EXERCISE PROMPT: Write the number of lines in the material below that contain "რუსთაველის", with no other words.

RECORDED INFORMATION:
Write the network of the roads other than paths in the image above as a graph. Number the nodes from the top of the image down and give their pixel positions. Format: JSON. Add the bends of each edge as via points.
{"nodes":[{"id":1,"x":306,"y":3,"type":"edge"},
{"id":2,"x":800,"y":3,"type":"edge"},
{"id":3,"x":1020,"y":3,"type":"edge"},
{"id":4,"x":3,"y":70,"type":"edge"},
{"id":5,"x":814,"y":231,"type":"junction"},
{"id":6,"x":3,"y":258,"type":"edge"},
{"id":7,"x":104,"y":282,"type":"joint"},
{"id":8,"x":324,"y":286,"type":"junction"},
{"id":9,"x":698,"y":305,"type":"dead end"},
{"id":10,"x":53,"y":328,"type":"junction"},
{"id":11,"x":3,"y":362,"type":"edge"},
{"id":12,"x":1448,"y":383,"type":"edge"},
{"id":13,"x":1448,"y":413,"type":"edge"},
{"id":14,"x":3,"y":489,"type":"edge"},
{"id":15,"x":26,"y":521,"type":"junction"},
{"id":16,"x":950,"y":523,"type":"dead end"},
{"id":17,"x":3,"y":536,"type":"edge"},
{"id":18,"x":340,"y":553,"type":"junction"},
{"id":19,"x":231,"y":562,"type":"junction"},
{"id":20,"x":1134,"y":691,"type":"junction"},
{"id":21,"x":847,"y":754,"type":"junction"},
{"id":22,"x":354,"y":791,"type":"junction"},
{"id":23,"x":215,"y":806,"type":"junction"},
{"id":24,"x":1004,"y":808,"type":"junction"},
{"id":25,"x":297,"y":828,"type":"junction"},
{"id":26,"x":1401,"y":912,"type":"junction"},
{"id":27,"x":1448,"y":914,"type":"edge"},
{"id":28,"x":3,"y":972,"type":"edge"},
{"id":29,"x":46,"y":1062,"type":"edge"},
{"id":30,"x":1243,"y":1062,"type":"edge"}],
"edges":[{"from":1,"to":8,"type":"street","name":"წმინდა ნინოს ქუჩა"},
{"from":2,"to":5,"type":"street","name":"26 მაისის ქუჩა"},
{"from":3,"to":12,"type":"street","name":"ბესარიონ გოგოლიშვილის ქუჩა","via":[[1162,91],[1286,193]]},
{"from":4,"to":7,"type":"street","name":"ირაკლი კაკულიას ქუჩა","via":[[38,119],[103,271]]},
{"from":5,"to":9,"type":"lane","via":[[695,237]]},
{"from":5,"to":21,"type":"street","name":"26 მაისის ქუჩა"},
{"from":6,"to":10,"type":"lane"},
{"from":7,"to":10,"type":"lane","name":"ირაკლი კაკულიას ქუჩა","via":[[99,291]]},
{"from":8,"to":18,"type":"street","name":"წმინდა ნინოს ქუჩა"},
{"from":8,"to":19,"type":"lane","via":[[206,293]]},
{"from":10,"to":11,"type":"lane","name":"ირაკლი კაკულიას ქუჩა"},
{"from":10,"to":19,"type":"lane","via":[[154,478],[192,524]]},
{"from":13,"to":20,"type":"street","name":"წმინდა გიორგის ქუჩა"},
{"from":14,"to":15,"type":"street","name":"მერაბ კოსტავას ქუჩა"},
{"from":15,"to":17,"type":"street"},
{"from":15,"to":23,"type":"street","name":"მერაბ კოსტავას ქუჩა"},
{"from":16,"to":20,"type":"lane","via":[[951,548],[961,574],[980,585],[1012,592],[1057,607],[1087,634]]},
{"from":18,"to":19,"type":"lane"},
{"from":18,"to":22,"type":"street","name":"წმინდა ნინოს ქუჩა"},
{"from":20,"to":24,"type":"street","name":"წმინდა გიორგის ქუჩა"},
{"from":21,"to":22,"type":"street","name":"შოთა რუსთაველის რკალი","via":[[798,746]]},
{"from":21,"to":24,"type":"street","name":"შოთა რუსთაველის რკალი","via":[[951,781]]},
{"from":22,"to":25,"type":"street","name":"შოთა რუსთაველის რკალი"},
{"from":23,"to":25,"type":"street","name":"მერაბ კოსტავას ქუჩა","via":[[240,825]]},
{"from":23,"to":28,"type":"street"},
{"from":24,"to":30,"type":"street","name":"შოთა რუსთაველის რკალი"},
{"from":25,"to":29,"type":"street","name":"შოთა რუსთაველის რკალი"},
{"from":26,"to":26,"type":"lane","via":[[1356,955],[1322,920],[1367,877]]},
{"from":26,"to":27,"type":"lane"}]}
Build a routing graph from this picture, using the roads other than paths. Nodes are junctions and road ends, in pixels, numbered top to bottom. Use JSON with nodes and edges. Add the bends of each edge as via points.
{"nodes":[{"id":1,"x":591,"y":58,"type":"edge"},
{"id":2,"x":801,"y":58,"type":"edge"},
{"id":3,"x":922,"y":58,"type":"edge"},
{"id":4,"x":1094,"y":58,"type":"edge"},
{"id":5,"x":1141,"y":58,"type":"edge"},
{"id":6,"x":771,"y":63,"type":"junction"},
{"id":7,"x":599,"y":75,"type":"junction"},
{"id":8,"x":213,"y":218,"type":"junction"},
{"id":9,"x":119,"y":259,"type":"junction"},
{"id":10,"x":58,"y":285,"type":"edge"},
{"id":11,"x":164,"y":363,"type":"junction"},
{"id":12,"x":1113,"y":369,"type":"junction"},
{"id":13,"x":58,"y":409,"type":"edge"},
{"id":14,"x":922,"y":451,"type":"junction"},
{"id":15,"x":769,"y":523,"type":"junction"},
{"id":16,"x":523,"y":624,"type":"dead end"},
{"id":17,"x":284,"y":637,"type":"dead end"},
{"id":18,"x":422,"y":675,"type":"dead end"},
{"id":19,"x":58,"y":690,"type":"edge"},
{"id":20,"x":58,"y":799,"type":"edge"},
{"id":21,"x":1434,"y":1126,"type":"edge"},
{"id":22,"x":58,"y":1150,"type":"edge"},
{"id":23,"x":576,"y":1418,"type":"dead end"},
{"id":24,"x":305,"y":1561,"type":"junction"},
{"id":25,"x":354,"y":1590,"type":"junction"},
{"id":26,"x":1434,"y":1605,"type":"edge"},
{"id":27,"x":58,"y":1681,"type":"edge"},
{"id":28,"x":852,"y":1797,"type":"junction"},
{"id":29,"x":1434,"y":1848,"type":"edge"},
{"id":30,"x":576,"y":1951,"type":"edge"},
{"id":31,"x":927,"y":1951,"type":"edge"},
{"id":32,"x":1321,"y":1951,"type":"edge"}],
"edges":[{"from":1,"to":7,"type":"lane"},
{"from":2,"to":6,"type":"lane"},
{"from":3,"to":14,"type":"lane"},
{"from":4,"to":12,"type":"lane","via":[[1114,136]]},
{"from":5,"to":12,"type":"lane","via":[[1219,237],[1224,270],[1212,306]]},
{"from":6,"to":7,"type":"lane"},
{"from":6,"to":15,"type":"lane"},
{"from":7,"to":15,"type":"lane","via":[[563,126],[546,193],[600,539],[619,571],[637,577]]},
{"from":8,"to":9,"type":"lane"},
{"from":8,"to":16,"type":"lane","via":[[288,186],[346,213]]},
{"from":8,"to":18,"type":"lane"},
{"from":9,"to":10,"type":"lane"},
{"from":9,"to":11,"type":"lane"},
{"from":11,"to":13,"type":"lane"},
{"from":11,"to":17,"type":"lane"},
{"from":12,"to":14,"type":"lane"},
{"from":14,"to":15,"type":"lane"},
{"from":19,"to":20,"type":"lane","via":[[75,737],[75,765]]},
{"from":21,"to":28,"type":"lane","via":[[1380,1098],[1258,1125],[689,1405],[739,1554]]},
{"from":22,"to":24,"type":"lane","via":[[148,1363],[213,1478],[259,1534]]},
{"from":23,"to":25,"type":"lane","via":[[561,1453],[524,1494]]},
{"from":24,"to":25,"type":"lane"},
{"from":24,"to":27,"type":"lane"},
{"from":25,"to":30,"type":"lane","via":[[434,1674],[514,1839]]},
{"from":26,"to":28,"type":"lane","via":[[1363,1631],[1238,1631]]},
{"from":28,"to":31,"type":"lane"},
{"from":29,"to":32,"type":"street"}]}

SOLUTION BELOW: 5